* Exercise requirements: Set down, exactly and with nothing added, the lines running from the one that holds "pinky mcp: (168, 97)" to the final line of the records. Pictures stay out of the copy.

* Provided entries:
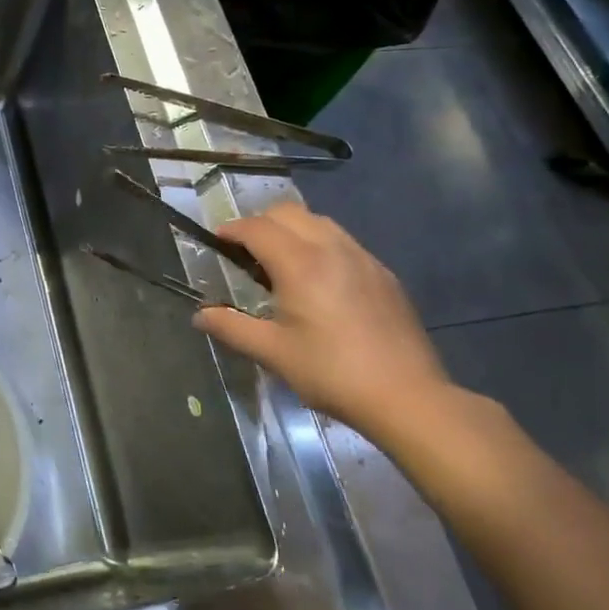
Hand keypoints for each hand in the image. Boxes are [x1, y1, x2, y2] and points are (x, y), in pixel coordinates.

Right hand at [193, 200, 452, 439]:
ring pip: (319, 221)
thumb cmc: (332, 372)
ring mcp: (362, 258)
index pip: (257, 228)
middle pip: (288, 212)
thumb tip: (200, 315)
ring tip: (280, 260)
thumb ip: (232, 327)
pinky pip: (343, 241)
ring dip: (292, 229)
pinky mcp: (383, 274)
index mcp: (300, 263)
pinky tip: (318, 280)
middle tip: (245, 251)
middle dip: (260, 223)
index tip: (217, 241)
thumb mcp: (273, 353)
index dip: (232, 230)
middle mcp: (331, 248)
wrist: (408, 397)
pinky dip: (319, 244)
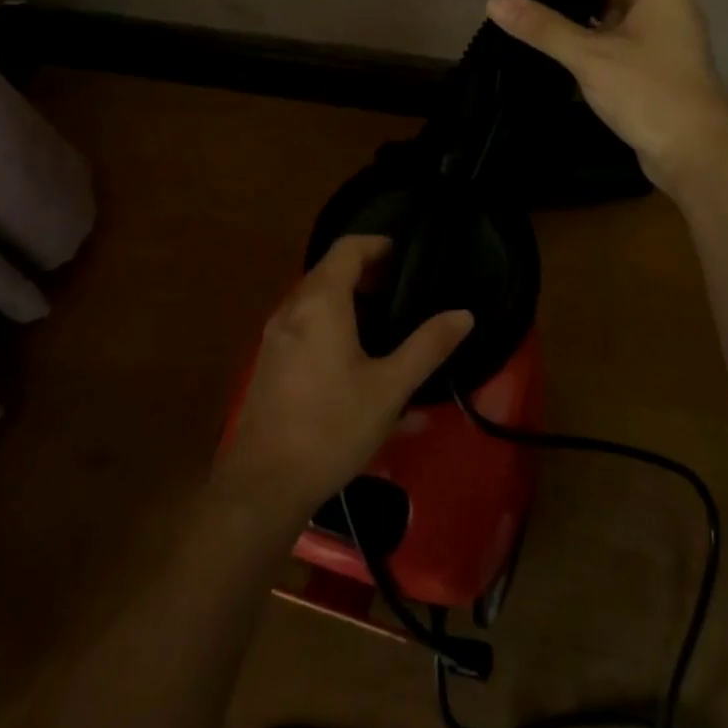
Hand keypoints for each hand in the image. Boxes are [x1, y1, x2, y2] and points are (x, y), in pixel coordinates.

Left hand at [216, 235, 472, 523]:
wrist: (264, 483)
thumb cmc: (332, 427)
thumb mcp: (390, 388)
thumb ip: (427, 346)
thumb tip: (463, 314)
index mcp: (320, 302)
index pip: (347, 248)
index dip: (377, 244)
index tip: (405, 255)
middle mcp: (292, 309)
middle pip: (329, 271)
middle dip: (365, 273)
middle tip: (401, 289)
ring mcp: (275, 337)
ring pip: (314, 301)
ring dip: (347, 301)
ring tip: (383, 324)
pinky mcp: (269, 363)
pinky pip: (303, 326)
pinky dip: (330, 325)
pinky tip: (355, 363)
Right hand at [487, 0, 727, 192]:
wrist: (693, 152)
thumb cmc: (648, 93)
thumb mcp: (590, 57)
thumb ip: (542, 27)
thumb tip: (493, 1)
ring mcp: (655, 30)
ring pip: (603, 1)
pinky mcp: (647, 57)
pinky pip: (606, 28)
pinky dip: (578, 25)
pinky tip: (547, 31)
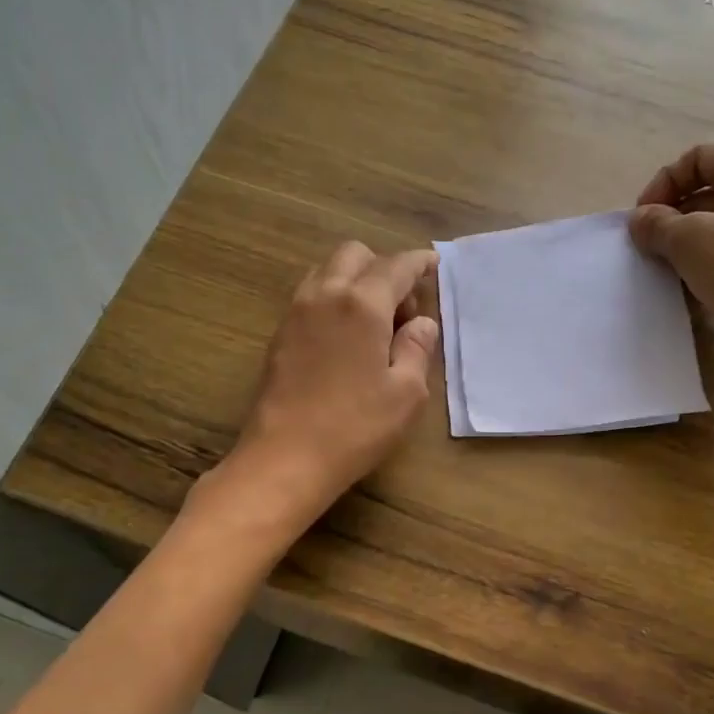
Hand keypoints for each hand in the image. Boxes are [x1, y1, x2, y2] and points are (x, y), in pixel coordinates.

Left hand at [220, 241, 439, 525]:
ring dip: (354, 280)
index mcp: (362, 303)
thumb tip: (421, 323)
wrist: (284, 458)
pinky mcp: (279, 334)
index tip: (433, 264)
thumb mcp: (406, 393)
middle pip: (355, 255)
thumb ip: (417, 349)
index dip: (419, 262)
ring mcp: (296, 313)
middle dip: (383, 267)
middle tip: (402, 309)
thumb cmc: (355, 427)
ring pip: (327, 271)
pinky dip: (333, 299)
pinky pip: (310, 296)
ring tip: (373, 322)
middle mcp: (325, 295)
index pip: (396, 266)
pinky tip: (345, 337)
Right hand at [629, 141, 713, 384]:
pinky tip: (694, 289)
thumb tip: (641, 220)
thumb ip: (657, 223)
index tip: (643, 218)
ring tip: (668, 269)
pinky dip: (711, 265)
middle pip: (713, 189)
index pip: (701, 155)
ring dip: (689, 243)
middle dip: (674, 214)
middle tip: (651, 245)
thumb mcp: (689, 240)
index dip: (665, 181)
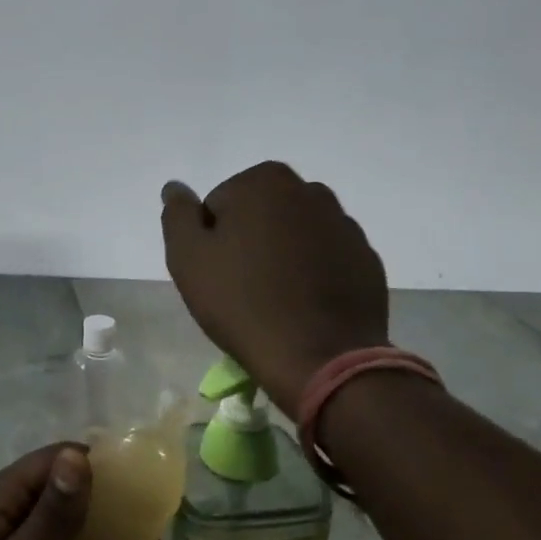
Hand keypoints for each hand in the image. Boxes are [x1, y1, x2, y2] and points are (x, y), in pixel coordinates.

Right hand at [162, 162, 389, 413]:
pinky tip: (304, 307)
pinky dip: (313, 274)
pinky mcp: (366, 259)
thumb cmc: (243, 302)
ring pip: (295, 235)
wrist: (321, 358)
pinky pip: (326, 259)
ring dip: (282, 256)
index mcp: (265, 181)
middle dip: (249, 241)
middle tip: (241, 288)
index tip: (217, 273)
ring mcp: (344, 225)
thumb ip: (177, 214)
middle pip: (260, 214)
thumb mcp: (188, 257)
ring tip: (274, 300)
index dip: (211, 240)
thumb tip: (175, 187)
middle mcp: (310, 191)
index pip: (219, 204)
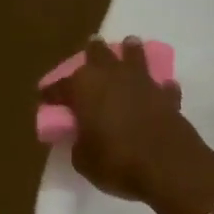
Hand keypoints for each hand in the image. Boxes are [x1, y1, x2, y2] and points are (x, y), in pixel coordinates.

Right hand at [41, 39, 213, 213]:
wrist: (168, 167)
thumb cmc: (117, 162)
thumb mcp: (84, 160)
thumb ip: (79, 143)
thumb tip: (83, 137)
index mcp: (84, 87)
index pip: (60, 87)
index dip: (51, 93)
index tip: (44, 96)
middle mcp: (112, 76)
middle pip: (98, 55)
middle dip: (92, 52)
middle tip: (91, 48)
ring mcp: (143, 82)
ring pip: (134, 56)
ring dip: (130, 52)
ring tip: (129, 46)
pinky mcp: (168, 97)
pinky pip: (161, 85)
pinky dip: (159, 87)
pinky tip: (161, 88)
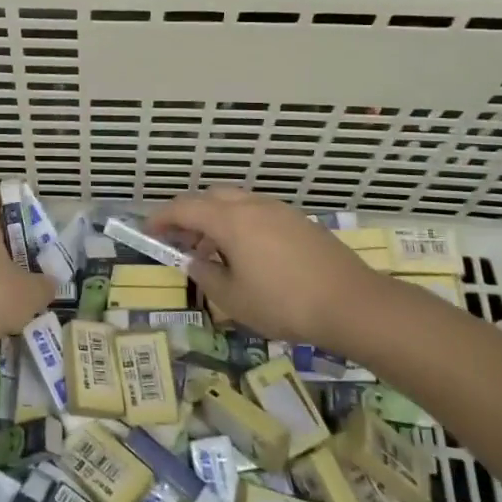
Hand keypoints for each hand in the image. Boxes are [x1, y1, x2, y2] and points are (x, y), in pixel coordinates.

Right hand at [149, 188, 392, 349]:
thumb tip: (195, 262)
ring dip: (216, 220)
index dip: (161, 218)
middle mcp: (252, 205)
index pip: (184, 208)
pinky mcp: (299, 221)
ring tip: (213, 253)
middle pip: (210, 198)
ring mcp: (279, 210)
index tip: (148, 232)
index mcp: (230, 219)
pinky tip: (247, 256)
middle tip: (180, 242)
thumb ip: (206, 276)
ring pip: (236, 203)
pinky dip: (240, 225)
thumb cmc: (284, 303)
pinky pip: (257, 213)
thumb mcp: (234, 299)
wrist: (353, 303)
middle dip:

* Task response:
pinky mcp: (168, 97)
pinky pip: (161, 85)
pinky dip: (159, 87)
pinky tip: (161, 88)
Hand keypoints for each hand in the image. Boxes are [x1, y1, x2, y2] and points are (x, y), in pixel coordinates.

Right hand at [149, 188, 392, 349]:
thumb tip: (195, 262)
ring dip: (216, 220)
index dip: (161, 218)
middle mcp: (252, 205)
index pip: (184, 208)
pinky mcp: (299, 221)
ring tip: (213, 253)
middle pip: (210, 198)
ring mcp: (279, 210)
index tip: (148, 232)
index mcp: (230, 219)
pinky tip: (247, 256)
middle tip: (180, 242)
thumb ip: (206, 276)
ring pip: (236, 203)
pinky dip: (240, 225)
thumb cmc: (284, 303)
pinky pip: (257, 213)
thumb mcp: (234, 299)
wrist: (353, 303)
middle dip:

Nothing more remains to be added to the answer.